───── Task material

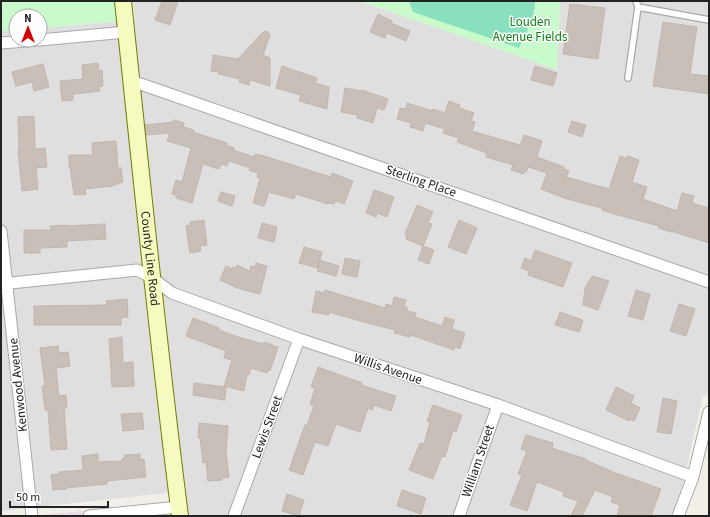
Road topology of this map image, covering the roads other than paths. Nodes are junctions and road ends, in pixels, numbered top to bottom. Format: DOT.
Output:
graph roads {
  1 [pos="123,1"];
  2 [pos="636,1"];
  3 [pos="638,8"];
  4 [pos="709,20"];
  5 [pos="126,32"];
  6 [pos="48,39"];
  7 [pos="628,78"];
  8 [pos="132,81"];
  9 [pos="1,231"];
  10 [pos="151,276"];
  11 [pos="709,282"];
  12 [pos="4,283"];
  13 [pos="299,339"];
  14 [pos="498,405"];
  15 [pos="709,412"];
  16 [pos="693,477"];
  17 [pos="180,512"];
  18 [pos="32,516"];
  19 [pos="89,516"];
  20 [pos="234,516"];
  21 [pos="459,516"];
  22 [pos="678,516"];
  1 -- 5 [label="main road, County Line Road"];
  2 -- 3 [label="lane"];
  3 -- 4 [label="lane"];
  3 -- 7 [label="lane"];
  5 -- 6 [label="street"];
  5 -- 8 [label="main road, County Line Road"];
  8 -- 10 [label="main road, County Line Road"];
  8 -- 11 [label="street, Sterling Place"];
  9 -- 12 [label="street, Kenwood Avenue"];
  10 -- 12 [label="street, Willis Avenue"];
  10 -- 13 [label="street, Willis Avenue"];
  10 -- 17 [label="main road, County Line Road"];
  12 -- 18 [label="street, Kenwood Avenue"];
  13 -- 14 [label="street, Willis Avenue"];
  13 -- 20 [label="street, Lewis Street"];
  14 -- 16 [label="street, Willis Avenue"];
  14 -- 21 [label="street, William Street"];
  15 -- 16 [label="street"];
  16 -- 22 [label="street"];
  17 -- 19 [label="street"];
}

──────────

Assignment —
The result should be the same data as above, line for line, with the pictures gone.

Output of the task —
Road topology of this map image, covering the roads other than paths. Nodes are junctions and road ends, in pixels, numbered top to bottom. Format: DOT.
Output:
graph roads {
  1 [pos="123,1"];
  2 [pos="636,1"];
  3 [pos="638,8"];
  4 [pos="709,20"];
  5 [pos="126,32"];
  6 [pos="48,39"];
  7 [pos="628,78"];
  8 [pos="132,81"];
  9 [pos="1,231"];
  10 [pos="151,276"];
  11 [pos="709,282"];
  12 [pos="4,283"];
  13 [pos="299,339"];
  14 [pos="498,405"];
  15 [pos="709,412"];
  16 [pos="693,477"];
  17 [pos="180,512"];
  18 [pos="32,516"];
  19 [pos="89,516"];
  20 [pos="234,516"];
  21 [pos="459,516"];
  22 [pos="678,516"];
  1 -- 5 [label="main road, County Line Road"];
  2 -- 3 [label="lane"];
  3 -- 4 [label="lane"];
  3 -- 7 [label="lane"];
  5 -- 6 [label="street"];
  5 -- 8 [label="main road, County Line Road"];
  8 -- 10 [label="main road, County Line Road"];
  8 -- 11 [label="street, Sterling Place"];
  9 -- 12 [label="street, Kenwood Avenue"];
  10 -- 12 [label="street, Willis Avenue"];
  10 -- 13 [label="street, Willis Avenue"];
  10 -- 17 [label="main road, County Line Road"];
  12 -- 18 [label="street, Kenwood Avenue"];
  13 -- 14 [label="street, Willis Avenue"];
  13 -- 20 [label="street, Lewis Street"];
  14 -- 16 [label="street, Willis Avenue"];
  14 -- 21 [label="street, William Street"];
  15 -- 16 [label="street"];
  16 -- 22 [label="street"];
  17 -- 19 [label="street"];
}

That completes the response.